I'm really getting into sports in my thirties. It's odd; I'm not sure exactly where the impulse comes from, but it's happening and I'm going with it. (I'm referring, of course, to the two important sports: football and baseball. Soccer gets a pass for being Europe-y and fun to play, if impossible to watch sober. The others are not sports, and should be watched accordingly.)
I love baseball to a great extent. While I'll watch football and have fun (I'm watching the Colts and Patriots now. Great names. Indianapolis Colts. New England Patriots. Definitely in my top ten team names) baseball really means something to me. I'm moved by baseball. I'm hurt when people don't get it. I'm angered by fans and owners who don't treat the game with respect. I agree with one of my heroes, Buck O'Neil, who said that baseball and jazz are the two greatest American inventions. I learned a ton of amazing things about him and his amazing life, and read a ton of the cool sayings that got recorded in Joe Posnanski's book, The Soul of Baseball. It's about baseball, and America, and race and faith. It's mostly about Buck O'Neil. He also wrote a great book about the Cincinnati Reds, which is fun. (I've really gone to town on baseball books this month.)

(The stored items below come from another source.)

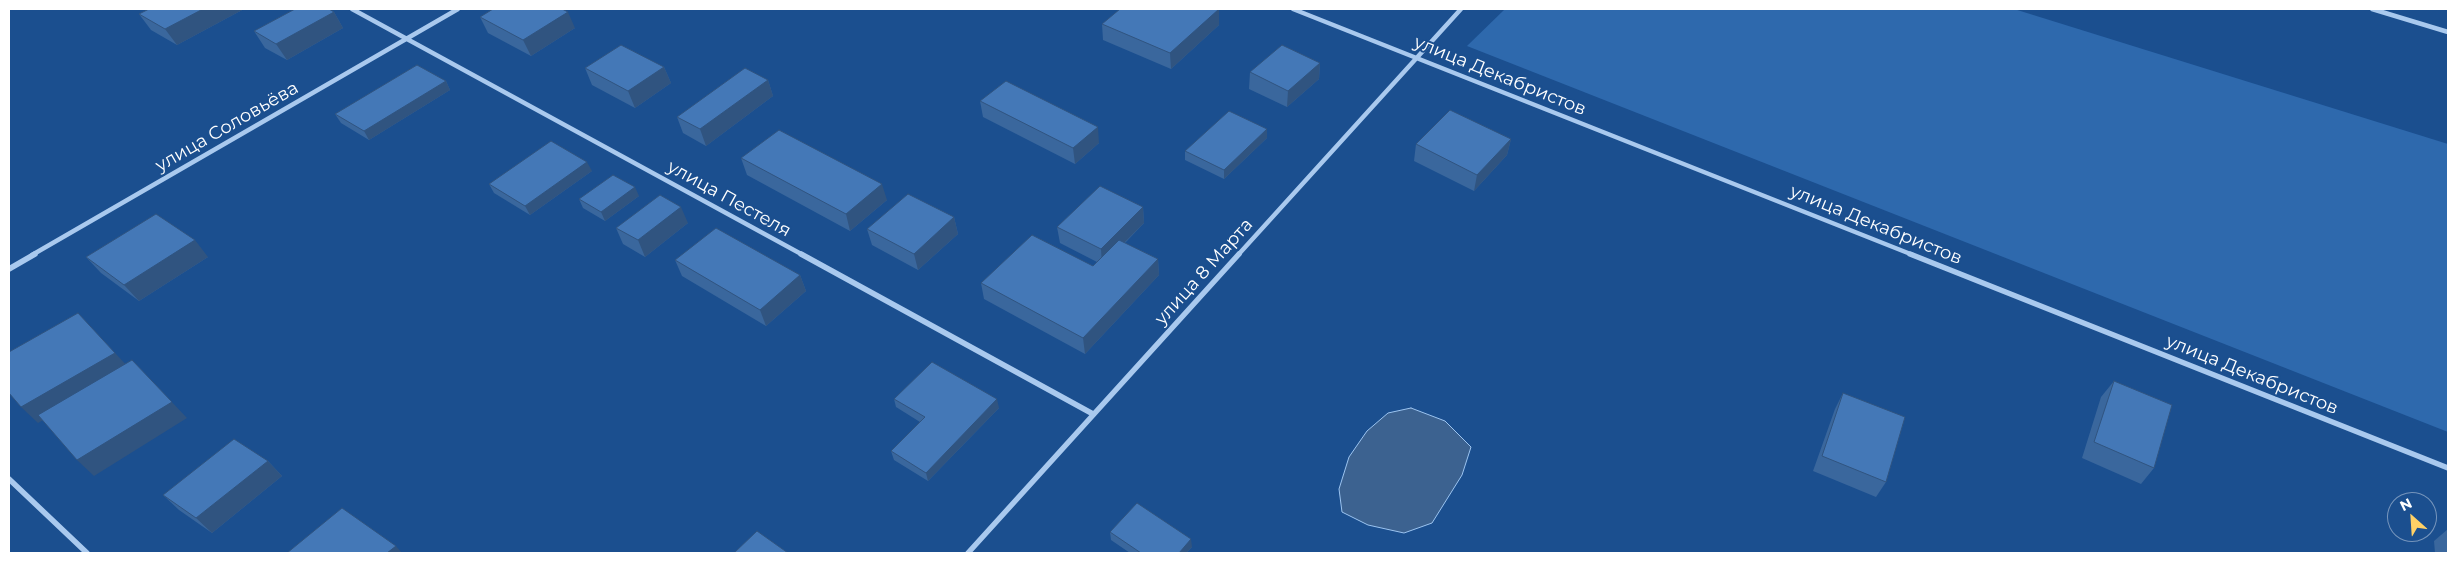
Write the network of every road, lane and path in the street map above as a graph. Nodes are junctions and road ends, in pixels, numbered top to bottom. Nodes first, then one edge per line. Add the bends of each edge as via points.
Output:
1 (352, 9) edge
2 (458, 9) edge
3 (1293, 9) edge
4 (1461, 9) edge
5 (2372, 9) edge
6 (2448, 32) edge
7 (407, 39) junction
8 (1418, 58) junction
9 (9, 269) edge
10 (1093, 414) junction
11 (2448, 468) edge
12 (9, 480) edge
13 (88, 553) edge
14 (968, 553) edge

1 - 7 street, улица Пестеля
2 - 7 street, улица Соловьёва
3 - 8 street, улица Декабристов
4 - 8 street, улица 8 Марта
5 - 6 street
7 - 9 street, улица Соловьёва
7 - 10 street, улица Пестеля
8 - 10 street, улица 8 Марта
8 - 11 street, улица Декабристов
10 - 14 street, улица 8 Марта
12 - 13 street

Buck O'Neil, as any casual fan even knows, was a Negro League first baseman who later became the first black coach in the majors. He was a brilliant baseball man, and in a different time would have been a manager or a GM. He was smart, he charmed everyone who met him, and he said wonderful quotable things. (Another of my favorites: "There are angels everywhere.")
The book is on my list as one of the greatest I have ever read. I'm quite a reader, and I don't make that statement lightly. It is an amazing book. Joe basically follows Buck through his life for a year or so, chronicling his interactions, listening as he makes the effort to remember people who deserve to be remembered. When baseball fans like me go on about baseball, we often talk about the history of the game, and how that tradition makes it great. But that tradition isn't great because it's all good; on the contrary, it's great because it's enormous, flawed, and American. Baseball is intertwined with the country, and love it or hate it, every American is a product of that history as well. It's fascinating to me for that reason.
I highly recommend that book to everyone interested in baseball. Or race. Or faith. Or awesome people. Or anyone else. Look, just read the book.
Top Ten Team Names, in no particular order:
1. NY Giants (the baseball one was first)
2. NY Titans (better than Jets)
3. Cincinnati Reds
4. Chicago Cubs (so cute. "cubs." cuddly)
5. New England Patriots (the whole region. we're too big for one state!)
6. NY Yankees ( hate 'em, of course. but good name.)
7. Washington Nationals
8. Boston Red Sox/Chicago White Sox (tie)(or pair? hehe)
9. Philadelphia Athletics
10. Indianapolis Colts (as cute as cubs, but tougher!)
This list was restricted to Major League or NFL teams. I could have talked about minor leagues for days. Or Negro League teams. Atlanta Black Crackers? Genius!